# Search's 30 second restriction



## lsp

I'm simply curious...

_Why_ are searches restricted to every 30 seconds? In a couple of searches this morning, when I got no results, I realized I misspelled a word or could have chosen a more specific parameter, so I quickly edited and re-submit, but each time I had to wait 30 seconds. 

Thanks in advance.


----------



## cuchuflete

Greetings Lsp,

I too was simply curious, never having encountered such a restriction.  I just did two totally distinct searches, about 5 seconds apart, with no difficulties.

Can you give the step-by-step process you used, and tell us what error message you received?

thanks,
cuchu


----------



## lsp

Thanks for replying, C. I used the Advanced Search. Do you need more detail?

This is the message:
This forum requires that you wait 30 seconds between searches. Please try again in 23 seconds.


----------



## Bienvenidos

I get the same message all the time. Maybe since you're a moderator, Cuchu, you have no search restrictions?

*Bien*


----------



## cuchuflete

That may well be the case.  I'll try it with a forero identity.

Top of head guess:  The advanced searches are potentially cpu intensive.  Mike may have changed the configuration to reduce the load on the old server, and then consciously or unconciously not changed it when the new one was installed.

That's just a guess.  

I'll get back to you with more fact when I have it.

Thanks for the alert,
cuchu


PS- You were correct about mod and forero responses being different.  I just got the "please wait 19 seconds" screen.  Is this a major problem, or just small nuisance value?


----------



## Jana337

cuchuflete said:
			
		

> That may well be the case.  I'll try it with a forero identity.
> 
> Top of head guess:  The advanced searches are potentially cpu intensive.  Mike may have changed the configuration to reduce the load on the old server, and then consciously or unconciously not changed it when the new one was installed.


 I vaguely recall that this was the reason.
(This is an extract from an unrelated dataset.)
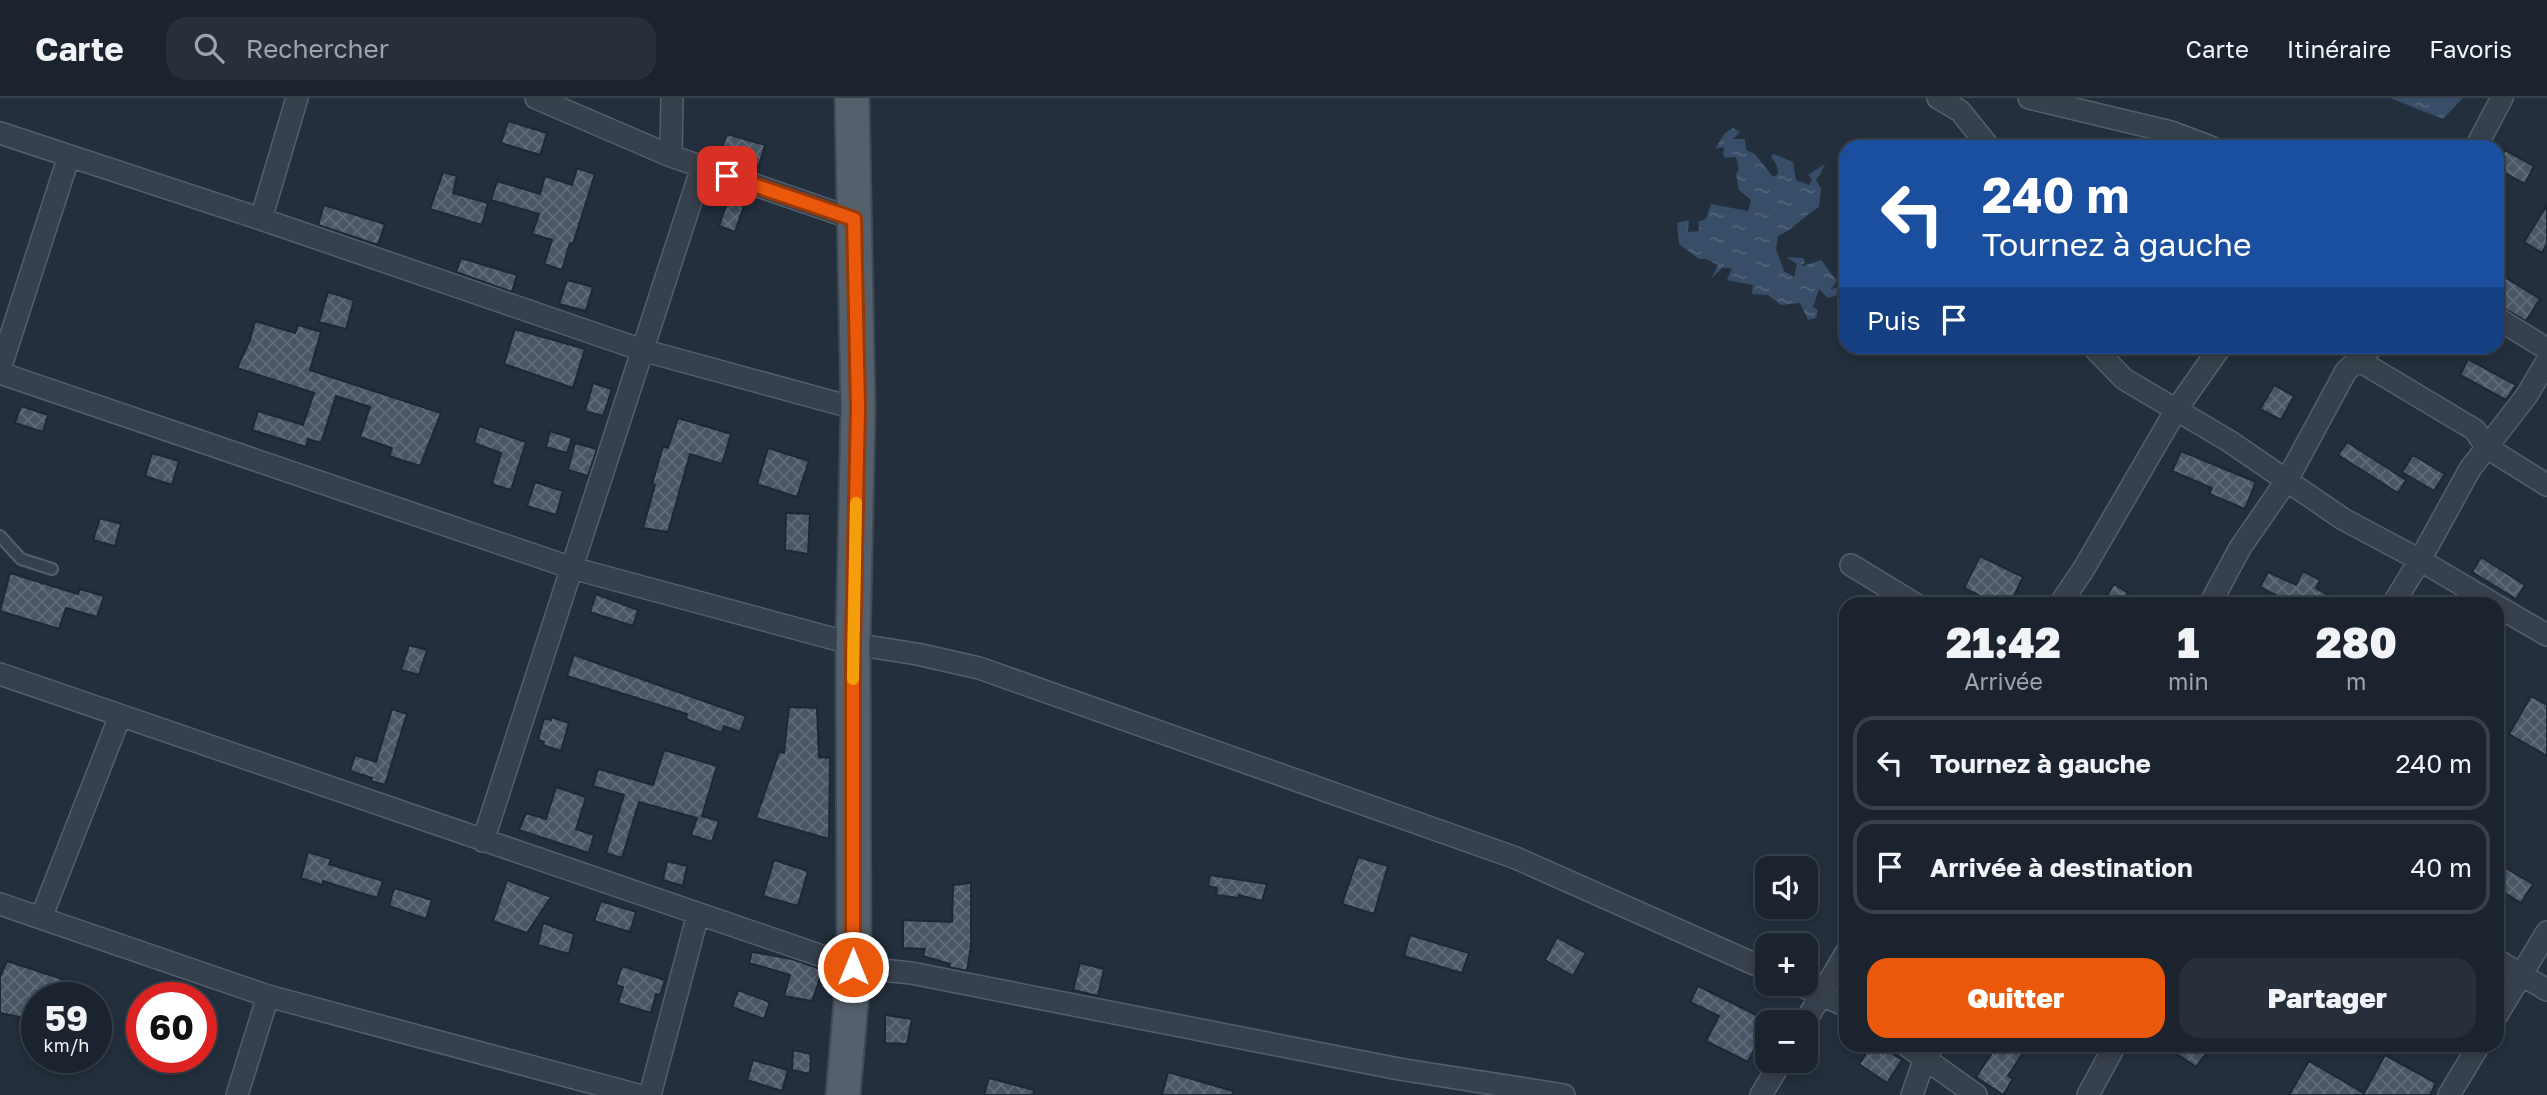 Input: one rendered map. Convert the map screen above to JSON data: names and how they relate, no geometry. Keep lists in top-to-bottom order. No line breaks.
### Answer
{"page":{"header":"Carte","search":"Rechercher","nav":["Carte","Itinéraire","Favoris"],"turn":["240 m","Tournez à gauche"],"then":"Puis","eta":["21:42","Arrivée","1","min","280","m"],"list":[{"name":"Tournez à gauche","value":"240 m"},{"name":"Arrivée à destination","value":"40 m"}],"map_buttons":["+","−"],"buttons":["Quitter","Partager"],"speed":"59 km/h","limit":"60"}}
And yes, moderators are exempt. 

EDIT:





			
				Mike in another thread said:
			
		

> Yes, this is new. Some search engines have been requesting too many search pages, and that has caused server problems. That's why I implemented this.
> 
> I didn't really think that anyone would notice... Is 15 seconds too short? I can easily lower it to 10 seconds if it will help.



Jana


----------



## Bienvenidos

cuchuflete said:
			
		

> That may well be the case.  I'll try it with a forero identity.
> 
> Top of head guess:  The advanced searches are potentially cpu intensive.  Mike may have changed the configuration to reduce the load on the old server, and then consciously or unconciously not changed it when the new one was installed.
> 
> That's just a guess.
> 
> I'll get back to you with more fact when I have it.
> 
> Thanks for the alert,
> cuchu
> 
> 
> PS- You were correct about mod and forero responses being different.  I just got the "please wait 19 seconds" screen.  Is this a major problem, or just small nuisance value?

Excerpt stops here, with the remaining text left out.